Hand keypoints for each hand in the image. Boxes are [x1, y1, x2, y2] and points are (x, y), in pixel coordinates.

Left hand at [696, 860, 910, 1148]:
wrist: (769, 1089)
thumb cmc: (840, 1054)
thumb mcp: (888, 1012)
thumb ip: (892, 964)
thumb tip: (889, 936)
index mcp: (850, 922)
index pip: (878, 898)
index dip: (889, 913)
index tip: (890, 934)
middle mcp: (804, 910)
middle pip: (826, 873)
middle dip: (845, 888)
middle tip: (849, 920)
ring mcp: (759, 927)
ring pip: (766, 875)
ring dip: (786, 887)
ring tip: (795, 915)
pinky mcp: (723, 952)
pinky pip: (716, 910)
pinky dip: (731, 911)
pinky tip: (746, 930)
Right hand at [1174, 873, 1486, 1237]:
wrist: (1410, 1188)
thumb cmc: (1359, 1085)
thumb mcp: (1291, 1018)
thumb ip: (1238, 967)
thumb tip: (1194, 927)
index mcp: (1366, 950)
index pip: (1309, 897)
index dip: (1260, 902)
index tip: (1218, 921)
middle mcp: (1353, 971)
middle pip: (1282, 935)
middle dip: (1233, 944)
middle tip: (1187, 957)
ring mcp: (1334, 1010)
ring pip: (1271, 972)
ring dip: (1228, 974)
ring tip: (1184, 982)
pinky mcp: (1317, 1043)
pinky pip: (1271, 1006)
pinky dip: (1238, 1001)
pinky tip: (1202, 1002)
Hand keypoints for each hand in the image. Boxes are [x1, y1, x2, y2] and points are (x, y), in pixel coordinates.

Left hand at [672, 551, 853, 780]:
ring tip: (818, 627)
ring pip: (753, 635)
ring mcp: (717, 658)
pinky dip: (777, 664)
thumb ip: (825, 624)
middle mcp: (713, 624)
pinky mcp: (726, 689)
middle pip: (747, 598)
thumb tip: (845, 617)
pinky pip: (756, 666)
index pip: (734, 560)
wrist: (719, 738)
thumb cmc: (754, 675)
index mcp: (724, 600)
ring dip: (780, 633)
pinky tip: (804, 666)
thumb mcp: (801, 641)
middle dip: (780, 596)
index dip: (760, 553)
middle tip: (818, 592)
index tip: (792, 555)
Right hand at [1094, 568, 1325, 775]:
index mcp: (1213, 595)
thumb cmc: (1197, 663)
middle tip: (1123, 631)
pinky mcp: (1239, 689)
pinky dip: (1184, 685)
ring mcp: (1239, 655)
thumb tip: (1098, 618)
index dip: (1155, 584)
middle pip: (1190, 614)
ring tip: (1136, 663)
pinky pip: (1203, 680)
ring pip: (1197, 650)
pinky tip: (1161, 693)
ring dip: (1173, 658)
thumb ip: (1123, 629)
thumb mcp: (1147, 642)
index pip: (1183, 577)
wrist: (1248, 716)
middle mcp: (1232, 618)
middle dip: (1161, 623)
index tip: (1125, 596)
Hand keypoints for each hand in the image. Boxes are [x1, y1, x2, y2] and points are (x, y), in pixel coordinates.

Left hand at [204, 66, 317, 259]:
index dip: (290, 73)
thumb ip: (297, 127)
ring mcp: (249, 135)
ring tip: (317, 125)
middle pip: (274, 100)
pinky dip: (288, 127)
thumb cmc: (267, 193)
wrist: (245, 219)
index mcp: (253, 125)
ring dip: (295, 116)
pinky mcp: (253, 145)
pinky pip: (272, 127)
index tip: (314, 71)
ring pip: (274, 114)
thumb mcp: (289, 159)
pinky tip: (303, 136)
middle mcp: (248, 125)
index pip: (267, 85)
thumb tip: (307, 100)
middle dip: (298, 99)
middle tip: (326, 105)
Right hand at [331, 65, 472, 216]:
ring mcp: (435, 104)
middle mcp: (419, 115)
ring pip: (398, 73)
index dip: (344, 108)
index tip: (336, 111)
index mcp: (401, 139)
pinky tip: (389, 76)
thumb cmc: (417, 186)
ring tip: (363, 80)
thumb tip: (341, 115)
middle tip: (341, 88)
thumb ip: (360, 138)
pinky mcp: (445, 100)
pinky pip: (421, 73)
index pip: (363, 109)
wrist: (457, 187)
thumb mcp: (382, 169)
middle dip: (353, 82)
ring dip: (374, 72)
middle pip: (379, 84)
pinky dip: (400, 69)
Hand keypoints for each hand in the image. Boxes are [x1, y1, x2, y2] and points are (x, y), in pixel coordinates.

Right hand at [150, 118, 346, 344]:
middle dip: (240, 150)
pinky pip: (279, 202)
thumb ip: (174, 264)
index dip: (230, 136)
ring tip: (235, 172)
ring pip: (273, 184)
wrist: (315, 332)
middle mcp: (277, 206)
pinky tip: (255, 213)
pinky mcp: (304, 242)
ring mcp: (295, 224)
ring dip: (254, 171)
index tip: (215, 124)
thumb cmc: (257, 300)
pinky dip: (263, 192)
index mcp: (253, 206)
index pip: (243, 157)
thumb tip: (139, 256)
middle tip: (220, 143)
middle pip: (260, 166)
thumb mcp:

(TASK TO CARRY OUT) Top to bottom, the records above must be output exactly.

(REPLY)
Hand keypoints for each hand in the image. Boxes are [x1, y1, x2, y2] and points are (x, y), in pixel coordinates.

Left hand at [696, 860, 910, 1148]:
wrist: (769, 1089)
thumb cmc: (840, 1054)
thumb mcp: (888, 1012)
thumb ip: (892, 964)
thumb tip: (889, 936)
index mcp: (850, 922)
index pip: (878, 898)
index dip: (889, 913)
index tip: (890, 934)
middle mcp: (804, 910)
middle pip: (826, 873)
middle dip: (845, 888)
middle tip: (849, 920)
ring mcp: (759, 927)
ring pip: (766, 875)
ring dip: (786, 887)
ring tip: (795, 915)
pinky mcp: (723, 952)
pinky pip: (716, 910)
pinky dip: (731, 911)
pinky tip: (746, 930)
Right hand at [1174, 873, 1486, 1237]:
wrist: (1410, 1188)
thumb cmc: (1359, 1085)
thumb mcp: (1291, 1018)
thumb ip: (1238, 967)
thumb tip: (1194, 927)
index mcp: (1366, 950)
index pip: (1309, 897)
index dip: (1260, 902)
index tip: (1218, 921)
middle mcp: (1353, 971)
middle pip: (1282, 935)
middle dip: (1233, 944)
middle tip: (1187, 957)
ring mcp: (1334, 1010)
ring pip: (1271, 972)
ring dip: (1228, 974)
ring tip: (1184, 982)
pinky mcp: (1317, 1043)
pinky pip: (1271, 1006)
pinky dip: (1238, 1001)
pinky tip: (1202, 1002)
Hand keypoints for each hand in the image. Boxes are [x1, y1, x2, y2] and points are (x, y), in pixel coordinates.

Left hand at [672, 551, 853, 780]:
ring tip: (818, 627)
ring pip: (753, 635)
ring mcp: (717, 658)
pinky dip: (777, 664)
thumb ip: (825, 624)
middle mcp: (713, 624)
pinky mcp: (726, 689)
middle pip: (747, 598)
thumb tip: (845, 617)
pinky pip: (756, 666)
index pip: (734, 560)
wrist: (719, 738)
thumb cmc: (754, 675)
index mcp: (724, 600)
ring dip: (780, 633)
pinky tip: (804, 666)
thumb mcp: (801, 641)
middle dip: (780, 596)
index dip: (760, 553)
middle tip: (818, 592)
index tip: (792, 555)
Right hand at [1094, 568, 1325, 775]:
index mcp: (1213, 595)
thumb cmc: (1197, 663)
middle tip: (1123, 631)
pinky mcp: (1239, 689)
pinky dip: (1184, 685)
ring mcp: (1239, 655)
thumb tip: (1098, 618)
index dip: (1155, 584)
middle pip: (1190, 614)
ring tip: (1136, 663)
pinky pip: (1203, 680)
ring pip: (1197, 650)
pinky tip: (1161, 693)
ring dip: (1173, 658)
thumb ip: (1123, 629)
thumb mcp: (1147, 642)
index pip: (1183, 577)
wrist: (1248, 716)
middle mcp: (1232, 618)
middle dip: (1161, 623)
index tip: (1125, 596)
Hand keypoints for each hand in the image. Boxes are [x1, y1, x2, y2] and points are (x, y), in pixel coordinates.

Left hand at [204, 66, 317, 259]:
index dip: (290, 73)
thumb ip: (297, 127)
ring mcp: (249, 135)
ring tip: (317, 125)
middle pip: (274, 100)
pinky dip: (288, 127)
thumb cmc: (267, 193)
wrist: (245, 219)
index mcp: (253, 125)
ring dip: (295, 116)
pinky mcp: (253, 145)
pinky pip: (272, 127)
index tip: (314, 71)
ring pip: (274, 114)
thumb mcp: (289, 159)
pinky tip: (303, 136)
middle mcp: (248, 125)
index pip: (267, 85)
thumb tip: (307, 100)
middle dip: (298, 99)
middle tip: (326, 105)
Right hand at [331, 65, 472, 216]:
ring mcp: (435, 104)
middle mcp: (419, 115)
ring pip: (398, 73)
index dip: (344, 108)
index tip: (336, 111)
index mcp: (401, 139)
pinky tip: (389, 76)
thumb cmc: (417, 186)
ring tip: (363, 80)
thumb tip: (341, 115)
middle tip: (341, 88)
thumb ip: (360, 138)
pinky mcp: (445, 100)
pinky pip: (421, 73)
index pip: (363, 109)
wrist: (457, 187)
thumb mcp: (382, 169)
middle dip: (353, 82)
ring dip: (374, 72)
middle pip: (379, 84)
pinky dip: (400, 69)
Hand keypoints for each hand in the image. Boxes are [x1, y1, x2, y2] and points are (x, y), in pixel coordinates.

Right hand at [150, 118, 346, 344]:
middle dip: (240, 150)
pinky pip: (279, 202)
thumb ip: (174, 264)
index dip: (230, 136)
ring tip: (235, 172)
ring pip: (273, 184)
wrist: (315, 332)
middle mcp: (277, 206)
pinky tip: (255, 213)
pinky mcp: (304, 242)
ring mcp: (295, 224)
ring dip: (254, 171)
index tip: (215, 124)
thumb cmc: (257, 300)
pinky dip: (263, 192)
index mcp: (253, 206)
index pip: (243, 157)
thumb tip: (139, 256)
middle tip: (220, 143)
middle pip: (260, 166)
thumb mcp:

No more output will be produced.